Storia e pensiero [1]

Fondata nel giugno del 1904 e diretta da Oreste Ristori - un livornese emigrato a Buenos Aires ma riparato, successivamente, in Brasile per sfuggire le repressioni messe in atto dal governo argentino dopo l'approvazione della cosidetta «ley de residencia» - La Battaglia può, a buon diritto, ritenersi il massimo organo di propaganda e d'intervento degli anarchici italo-brasiliani. L'autorevole e ininterrotta collaborazione di noti esponenti libertari, quali Gigi Damiani, Alessandro Cerchiai e Angelo Bandoni, contribuì, d'altronde, a garantire al periodico un livello qualitativamente elevato e quel tono estremamente vivace e combattivo che ne fecero ben presto uno dei fogli più apprezzati fra quelli prodotti dall'emigrazione anarchica italiana nell'America Latina. «Il nuovo settimanale anarchico - scriveva poco dopo la cessazione delle pubblicazioni un cronista del movimento sovversivo italo-brasiliano - ebbe una schietta e simpatica accoglienza in tutti i centri dello Stato e per i suoi propositi e per le sue audacie ben presto si fece largo nel campo proletario. L'apparire de La Battaglia segna veramente l'inizio a un'opera di propaganda metodica e costante, cosa che per il passato non era stato possibile». [2]

Sull'organizzazione

Contrario a tutte le tendenze «esclusiviste» dell'anarchismo (anticlericalismo, sindacalismo, neomalthusianesimo, antimilitarismo ecc.), che frenano - affermava - e limitano l'azione rivoluzionaria, lasciando «nella più beata tranquillità il nemico comune: lo Stato capitalista» [3], il foglio di Ristori, pur richiamandosi ad una linea d'intransigente «ortodossia», evitò sempre di definirsi sulla base di schemi ideologici e tattici precostituiti. Così, sul terreno organizzativo, non espresse mai posizioni precise o proposte concrete, pur essendo come linea di tendenza, favorevole ad un genere d'intervento politico organizzato e coordinato:

«L'incoerenza, per l'anarchico - si legge in Una risposta all'«Avanti!» [4] - [...] non è nell'organizzazione in sé stessa (compatibilissima al certo con tutti i principii dell'anarchia) ma nello spirito autoritario che anima questa organizzazione. Ora, se l'organizzazione che l'anarchico accetta e nella quale svolge la sua attività è libertaria per eccellenza, se non stabilisce delle rinunzie forzose e delle discipline, se nessun potere di maggioranze verrà a soffocare le iniziative individuali, se ciascuno vi potrà agire liberamente, accettare o non accettare un dato principio, un dato metodo di lotta, una data idea, l'anarchico, servendosene, è coerente con sé stesso e con le proprie idealità [...]. Resta a sapersi, ora, se è possibile una organizzazione anarchica, vale a dire anti-autoritaria, in regime borghese. A me pare di sì. Anzi, non pare, è certo. Migliaia di aggruppamenti anarchici, di circoli libertarii, circoli di studi sociali, senza presidenti, senza statuti, senza Commissioni Esecutive, senza plenipotenziari, sono là a dimostrarlo».
 
Oreste Ristori, direttore de La Battaglia dal giugno del 1904 al 7 gennaio del 1912.

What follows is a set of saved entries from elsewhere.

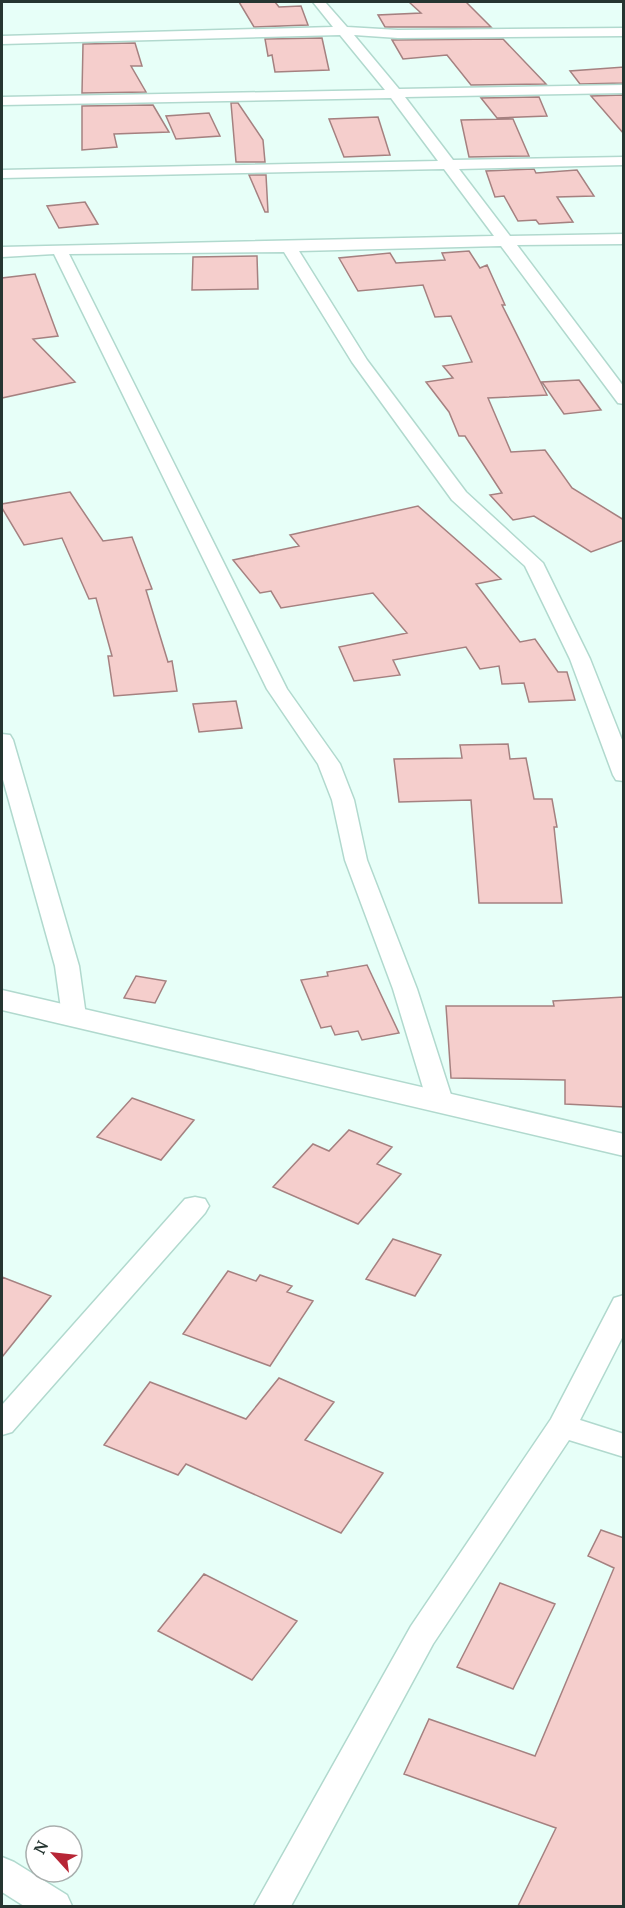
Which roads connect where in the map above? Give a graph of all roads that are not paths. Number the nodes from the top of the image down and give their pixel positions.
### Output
1 (319, 2) edge
2 (343, 31) junction
3 (624, 32) edge
4 (2, 40) edge
5 (624, 89) edge
6 (394, 93) junction
7 (2, 101) edge
8 (624, 161) edge
9 (446, 164) junction
10 (2, 174) edge
11 (506, 239) junction
12 (624, 239) edge
13 (289, 247) junction
14 (59, 249) junction
15 (2, 252) edge
16 (624, 399) edge
17 (2, 740) edge
18 (624, 775) edge
19 (2, 1000) edge
20 (74, 1016) junction
21 (440, 1101) junction
22 (624, 1145) edge
23 (195, 1206) dead end
24 (624, 1305) edge
25 (2, 1424) edge
26 (562, 1426) junction
27 (624, 1446) edge
28 (2, 1873) edge
29 (54, 1906) edge
30 (272, 1906) edge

Estrema diffidenza mostrò invece il periodico nei confronti dell'organizzazione sindacale e, in genere, della corrente anarco-sindacalista - rappresentata, in Brasile, principalmente da Luigi Magrassi e Giulio Sorelli, segretario, quest'ultimo, della «Federazione Operaia» di San Paolo - contro la quale ebbero modo di pronunziarsi a turno, in epoche e circostanze diverse e con scritti di diverso valore e intonazione, tutti i principali redattori e collaboratori del giornale. Così, ad esempio, Alessandro Cerchiai (Anarchismo o opportunismo? [5]), per il quale il sindacalismo, «la nuova e rancida rincarnazione del corporativismo, è il nuovo verbo pel quale si sdoppiano le coscienze dei novelli anarchici del socialismo, schiere ridicole di ombre vagolanti nell'assurdo, d'impotenti catechizzatori di una prudenza ipocrita, di apostati vigliacchi che preferiscono mistificare un ideale che confessarsi candidamente, senza eufemismi, tali e quali essi sono» (lo scritto provocò varie reazioni, fra cui quella di Aristide Ceccarelli, che da Buenos Aires rispose con una secca protesta, Anarchismo o confusionismo? [6]); Gigi Damiani (Un assioma sbagliato [7]): «Il sindacalismo è una fatalità storica, ne convengo. Senza i socialisti anarcoidi e gli anarchici socialistoidi, ci sarebbe stato lo stesso: risponde ad una necessità sociale ed umana. Le pecore lo praticavano anche prima del diluvio universale. All'approssimarsi dei lupi si serravano in bando e cantavano: forti siamo!! E chi ci guadagnava era il lupo». [8] Estremamente indicativo della scarsa considerazione in cui era tenuta la corrente sindacalista è, d'altronde, il sarcastico commento con cui venne liquidato il 1° Congresso Operaio Brasiliano (Rio de Janeiro, 15-22 aprile 1905). [9]

Sull'individualismo

Netta fu la presa di posizione contro le dottrine degli individualisti neostirneriani. Parole durissime si ritrovano qua e là, sulle colonne del giornale, a stigmatizzare «quella aberrazione della mente» che è il «concetto erroneo dell'anarchico individualista, distruttore della società, nemico di tutte le organizzazioni, isolato da tutto, cospirante da solo contro i fati del cielo e della terra» (Una risposta all'«Avanti!» [4]). Vedi, ad esempio, i duri attacchi polemici di Cerchiai contro gli organi individualisti Vir di Firenze e L'Agitatore di Buenos Aires, rispettivamente negli scritti Utopia e realtà [10] e L'anarchismo enimmatico. [11]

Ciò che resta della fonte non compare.